(Exercise prompt): The data should be duplicated exactly, with every word kept as it is.

(Data section):
>>>>>

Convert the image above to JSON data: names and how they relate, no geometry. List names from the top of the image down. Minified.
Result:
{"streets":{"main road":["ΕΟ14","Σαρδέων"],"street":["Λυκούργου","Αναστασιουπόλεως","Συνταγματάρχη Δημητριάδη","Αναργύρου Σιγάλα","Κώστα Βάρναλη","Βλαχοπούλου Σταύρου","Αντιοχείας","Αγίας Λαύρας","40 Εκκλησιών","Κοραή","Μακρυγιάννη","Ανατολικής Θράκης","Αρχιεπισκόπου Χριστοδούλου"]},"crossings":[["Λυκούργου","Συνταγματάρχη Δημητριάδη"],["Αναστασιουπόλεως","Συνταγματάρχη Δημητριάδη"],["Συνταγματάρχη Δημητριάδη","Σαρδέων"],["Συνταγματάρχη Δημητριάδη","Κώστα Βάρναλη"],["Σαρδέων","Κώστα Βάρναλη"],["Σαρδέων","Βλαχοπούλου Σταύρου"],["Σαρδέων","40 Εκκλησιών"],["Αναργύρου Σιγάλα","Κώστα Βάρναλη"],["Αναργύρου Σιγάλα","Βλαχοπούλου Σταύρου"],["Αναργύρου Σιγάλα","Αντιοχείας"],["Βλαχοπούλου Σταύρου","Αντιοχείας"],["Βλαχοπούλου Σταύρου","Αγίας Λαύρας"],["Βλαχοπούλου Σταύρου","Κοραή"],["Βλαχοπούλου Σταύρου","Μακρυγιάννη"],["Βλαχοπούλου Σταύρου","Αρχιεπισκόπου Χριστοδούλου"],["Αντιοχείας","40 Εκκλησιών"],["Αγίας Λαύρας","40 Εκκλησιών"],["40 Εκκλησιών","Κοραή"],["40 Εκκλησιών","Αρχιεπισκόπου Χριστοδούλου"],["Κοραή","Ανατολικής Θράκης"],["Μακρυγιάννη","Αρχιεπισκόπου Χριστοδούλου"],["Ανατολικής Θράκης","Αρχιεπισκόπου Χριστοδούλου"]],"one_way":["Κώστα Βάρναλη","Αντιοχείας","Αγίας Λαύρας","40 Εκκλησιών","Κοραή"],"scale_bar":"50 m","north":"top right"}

<<<<<

(Exercise output):
Convert the image above to JSON data: names and how they relate, no geometry. List names from the top of the image down. Minified.
Result:
{"streets":{"main road":["ΕΟ14","Σαρδέων"],"street":["Λυκούργου","Αναστασιουπόλεως","Συνταγματάρχη Δημητριάδη","Αναργύρου Σιγάλα","Κώστα Βάρναλη","Βλαχοπούλου Σταύρου","Αντιοχείας","Αγίας Λαύρας","40 Εκκλησιών","Κοραή","Μακρυγιάννη","Ανατολικής Θράκης","Αρχιεπισκόπου Χριστοδούλου"]},"crossings":[["Λυκούργου","Συνταγματάρχη Δημητριάδη"],["Αναστασιουπόλεως","Συνταγματάρχη Δημητριάδη"],["Συνταγματάρχη Δημητριάδη","Σαρδέων"],["Συνταγματάρχη Δημητριάδη","Κώστα Βάρναλη"],["Σαρδέων","Κώστα Βάρναλη"],["Σαρδέων","Βλαχοπούλου Σταύρου"],["Σαρδέων","40 Εκκλησιών"],["Αναργύρου Σιγάλα","Κώστα Βάρναλη"],["Αναργύρου Σιγάλα","Βλαχοπούλου Σταύρου"],["Αναργύρου Σιγάλα","Αντιοχείας"],["Βλαχοπούλου Σταύρου","Αντιοχείας"],["Βλαχοπούλου Σταύρου","Αγίας Λαύρας"],["Βλαχοπούλου Σταύρου","Κοραή"],["Βλαχοπούλου Σταύρου","Μακρυγιάννη"],["Βλαχοπούλου Σταύρου","Αρχιεπισκόπου Χριστοδούλου"],["Αντιοχείας","40 Εκκλησιών"],["Αγίας Λαύρας","40 Εκκλησιών"],["40 Εκκλησιών","Κοραή"],["40 Εκκλησιών","Αρχιεπισκόπου Χριστοδούλου"],["Κοραή","Ανατολικής Θράκης"],["Μακρυγιάννη","Αρχιεπισκόπου Χριστοδούλου"],["Ανατολικής Θράκης","Αρχιεπισκόπου Χριστοδούλου"]],"one_way":["Κώστα Βάρναλη","Αντιοχείας","Αγίας Λαύρας","40 Εκκλησιών","Κοραή"],"scale_bar":"50 m","north":"top right"}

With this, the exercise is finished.